D21 Drop spindles with D21 hubs
D21 4WD 2 piston caliper conversion in the front.
Power stop calipers for 4WD D21, and Brembo vented rotors for a 4WD D21.
The existing hard brake lines running from the caliper will NOT work with this conversion and you need to run a banjo bolt with crush washers with the proper brake hose for the caliper.
KYB Gas-a-just shock absorbers.
New ball joints, tie rods, and center link.
Wheel Vintique Rallye's 15x8 running a 215/65/r15 in the front and 15x10 with a 255/60/r15 in the rear. Need to run a hubcentric 100mm to 108mm adapter to make this work.
 
Wanted to run a smaller stretched tire in the rear, but my tire shop wouldn't let me. Will look to run something other than this big ass tire in the future, but for now it will do.
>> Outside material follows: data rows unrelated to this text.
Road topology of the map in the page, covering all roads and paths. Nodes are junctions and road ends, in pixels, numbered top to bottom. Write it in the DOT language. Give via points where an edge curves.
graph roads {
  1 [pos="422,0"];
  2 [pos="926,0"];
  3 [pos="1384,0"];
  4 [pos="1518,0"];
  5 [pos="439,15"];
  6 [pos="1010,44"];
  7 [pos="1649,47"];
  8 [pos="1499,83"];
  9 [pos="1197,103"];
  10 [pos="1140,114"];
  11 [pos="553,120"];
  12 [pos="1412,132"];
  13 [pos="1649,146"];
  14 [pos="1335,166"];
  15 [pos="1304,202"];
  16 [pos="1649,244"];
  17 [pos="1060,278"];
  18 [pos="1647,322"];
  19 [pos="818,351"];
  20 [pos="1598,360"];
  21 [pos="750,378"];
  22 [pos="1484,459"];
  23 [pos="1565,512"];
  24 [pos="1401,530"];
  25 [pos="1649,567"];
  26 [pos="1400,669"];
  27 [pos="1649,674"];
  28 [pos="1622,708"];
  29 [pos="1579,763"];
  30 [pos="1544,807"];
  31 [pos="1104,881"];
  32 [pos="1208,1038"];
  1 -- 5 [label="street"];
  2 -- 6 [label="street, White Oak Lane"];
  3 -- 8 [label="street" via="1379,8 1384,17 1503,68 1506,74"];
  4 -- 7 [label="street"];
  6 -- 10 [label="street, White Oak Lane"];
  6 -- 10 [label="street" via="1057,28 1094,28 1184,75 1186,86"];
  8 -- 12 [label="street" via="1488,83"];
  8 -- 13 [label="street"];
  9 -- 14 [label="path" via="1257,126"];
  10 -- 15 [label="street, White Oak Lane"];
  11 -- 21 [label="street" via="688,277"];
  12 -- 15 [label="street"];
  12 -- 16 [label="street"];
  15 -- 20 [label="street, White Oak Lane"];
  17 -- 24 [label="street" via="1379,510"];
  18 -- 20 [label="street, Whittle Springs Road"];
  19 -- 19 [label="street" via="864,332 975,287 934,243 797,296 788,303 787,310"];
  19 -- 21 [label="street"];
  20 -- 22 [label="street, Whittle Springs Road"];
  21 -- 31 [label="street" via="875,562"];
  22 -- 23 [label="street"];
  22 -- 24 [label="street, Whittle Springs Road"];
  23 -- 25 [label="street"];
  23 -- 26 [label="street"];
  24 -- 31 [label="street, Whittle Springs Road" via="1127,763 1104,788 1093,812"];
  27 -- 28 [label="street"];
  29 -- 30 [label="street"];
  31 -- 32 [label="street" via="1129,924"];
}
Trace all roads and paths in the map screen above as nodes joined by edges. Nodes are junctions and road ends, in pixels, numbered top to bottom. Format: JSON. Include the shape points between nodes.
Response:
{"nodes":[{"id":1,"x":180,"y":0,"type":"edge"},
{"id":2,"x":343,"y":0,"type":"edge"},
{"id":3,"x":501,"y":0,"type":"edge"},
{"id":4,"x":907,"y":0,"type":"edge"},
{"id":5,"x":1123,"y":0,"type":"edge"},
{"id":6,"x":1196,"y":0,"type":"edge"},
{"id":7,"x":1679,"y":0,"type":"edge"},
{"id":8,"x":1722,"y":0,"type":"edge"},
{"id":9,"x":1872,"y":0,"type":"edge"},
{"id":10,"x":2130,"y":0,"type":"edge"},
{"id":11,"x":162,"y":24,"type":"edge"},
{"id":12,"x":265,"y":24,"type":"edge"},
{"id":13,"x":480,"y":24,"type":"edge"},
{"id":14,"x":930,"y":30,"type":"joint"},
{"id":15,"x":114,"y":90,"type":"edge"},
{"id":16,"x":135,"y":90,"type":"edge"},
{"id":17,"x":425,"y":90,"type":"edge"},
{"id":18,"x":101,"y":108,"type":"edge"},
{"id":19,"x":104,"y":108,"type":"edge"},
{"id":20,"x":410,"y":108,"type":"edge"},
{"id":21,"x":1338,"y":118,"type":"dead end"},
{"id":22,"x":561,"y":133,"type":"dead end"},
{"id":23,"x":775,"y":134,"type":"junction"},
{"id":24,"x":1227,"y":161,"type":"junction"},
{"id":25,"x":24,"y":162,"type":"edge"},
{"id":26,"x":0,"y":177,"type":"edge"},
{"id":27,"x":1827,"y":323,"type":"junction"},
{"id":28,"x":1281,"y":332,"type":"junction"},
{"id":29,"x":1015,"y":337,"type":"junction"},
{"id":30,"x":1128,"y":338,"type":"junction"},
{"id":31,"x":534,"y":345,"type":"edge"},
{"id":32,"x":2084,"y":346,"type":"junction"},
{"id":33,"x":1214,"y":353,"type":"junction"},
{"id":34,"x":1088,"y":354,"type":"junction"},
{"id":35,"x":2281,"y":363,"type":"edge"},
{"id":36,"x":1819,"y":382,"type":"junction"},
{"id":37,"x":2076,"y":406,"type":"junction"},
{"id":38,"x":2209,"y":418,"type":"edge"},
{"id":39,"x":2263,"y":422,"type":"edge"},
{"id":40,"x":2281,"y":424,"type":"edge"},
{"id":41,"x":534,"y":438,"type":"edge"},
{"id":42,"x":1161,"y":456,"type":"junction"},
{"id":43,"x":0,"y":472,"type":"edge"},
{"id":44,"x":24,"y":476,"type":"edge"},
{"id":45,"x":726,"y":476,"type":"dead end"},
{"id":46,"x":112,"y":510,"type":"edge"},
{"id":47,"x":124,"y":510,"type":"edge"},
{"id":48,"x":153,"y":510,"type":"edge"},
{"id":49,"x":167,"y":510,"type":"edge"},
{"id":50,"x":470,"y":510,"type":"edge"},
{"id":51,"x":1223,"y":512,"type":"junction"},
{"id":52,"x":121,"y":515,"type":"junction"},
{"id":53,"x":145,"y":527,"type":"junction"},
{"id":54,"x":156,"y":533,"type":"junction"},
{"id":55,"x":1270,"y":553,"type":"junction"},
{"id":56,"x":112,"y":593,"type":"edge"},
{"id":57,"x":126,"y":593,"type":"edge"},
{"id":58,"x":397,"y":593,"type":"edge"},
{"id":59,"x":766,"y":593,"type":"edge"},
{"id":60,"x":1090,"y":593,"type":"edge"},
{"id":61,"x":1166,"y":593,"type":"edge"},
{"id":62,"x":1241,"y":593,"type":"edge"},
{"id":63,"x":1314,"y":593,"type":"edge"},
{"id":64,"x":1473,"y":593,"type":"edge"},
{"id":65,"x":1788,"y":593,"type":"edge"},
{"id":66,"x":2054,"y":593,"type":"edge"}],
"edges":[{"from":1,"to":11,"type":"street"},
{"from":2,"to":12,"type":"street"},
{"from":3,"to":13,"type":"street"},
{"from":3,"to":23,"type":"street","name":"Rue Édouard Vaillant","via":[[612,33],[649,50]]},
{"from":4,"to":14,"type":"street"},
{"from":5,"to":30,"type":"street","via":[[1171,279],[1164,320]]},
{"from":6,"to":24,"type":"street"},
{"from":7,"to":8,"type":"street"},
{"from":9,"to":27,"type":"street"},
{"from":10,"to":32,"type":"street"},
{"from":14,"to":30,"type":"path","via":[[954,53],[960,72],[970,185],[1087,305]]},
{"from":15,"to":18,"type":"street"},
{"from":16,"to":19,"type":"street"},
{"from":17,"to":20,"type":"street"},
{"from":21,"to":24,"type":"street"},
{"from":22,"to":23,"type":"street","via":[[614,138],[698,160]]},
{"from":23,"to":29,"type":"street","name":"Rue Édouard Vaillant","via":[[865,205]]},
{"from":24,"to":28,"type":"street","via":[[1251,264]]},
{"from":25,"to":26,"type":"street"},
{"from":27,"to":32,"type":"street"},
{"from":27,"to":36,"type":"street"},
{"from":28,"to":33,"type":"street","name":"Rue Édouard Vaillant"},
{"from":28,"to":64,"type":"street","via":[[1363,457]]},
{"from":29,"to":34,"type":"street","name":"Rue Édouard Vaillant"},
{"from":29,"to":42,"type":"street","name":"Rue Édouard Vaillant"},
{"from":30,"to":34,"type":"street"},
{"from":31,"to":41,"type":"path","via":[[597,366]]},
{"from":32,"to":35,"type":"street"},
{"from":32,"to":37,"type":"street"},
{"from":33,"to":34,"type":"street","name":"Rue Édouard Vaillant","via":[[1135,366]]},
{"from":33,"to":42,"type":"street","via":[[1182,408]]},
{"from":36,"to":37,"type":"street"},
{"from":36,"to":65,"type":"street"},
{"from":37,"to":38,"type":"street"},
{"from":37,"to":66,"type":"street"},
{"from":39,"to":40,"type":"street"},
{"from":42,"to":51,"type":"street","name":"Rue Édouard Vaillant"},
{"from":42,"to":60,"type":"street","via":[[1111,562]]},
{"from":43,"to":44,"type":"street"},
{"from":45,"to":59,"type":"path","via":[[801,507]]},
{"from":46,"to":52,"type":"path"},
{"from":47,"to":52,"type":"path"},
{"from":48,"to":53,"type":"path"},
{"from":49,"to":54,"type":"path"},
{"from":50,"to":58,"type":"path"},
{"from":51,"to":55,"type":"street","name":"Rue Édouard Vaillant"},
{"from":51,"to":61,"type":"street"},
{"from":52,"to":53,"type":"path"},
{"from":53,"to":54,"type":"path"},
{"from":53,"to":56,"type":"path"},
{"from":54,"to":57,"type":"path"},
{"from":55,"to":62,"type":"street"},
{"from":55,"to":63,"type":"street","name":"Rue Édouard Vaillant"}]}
Got it off the stand - and it wouldn't idle so I replaced the stock Hitachi with a Weber 32/36 DGEV - and yes I will plug in that electric choke. I was having issues getting it to stay, but in this hot AZ weather it starts just fine without it for now.
Will delete that coolant line running to the manifold eventually as well.
Took pictures of the EGR delete. Yeah it's janky with JB weld, but this is a shit box.
Have a few things to tidy up but just needed to share and update since the last post. 
Thanks for everyone's past and present help. The search function has been absolutely vital in this build!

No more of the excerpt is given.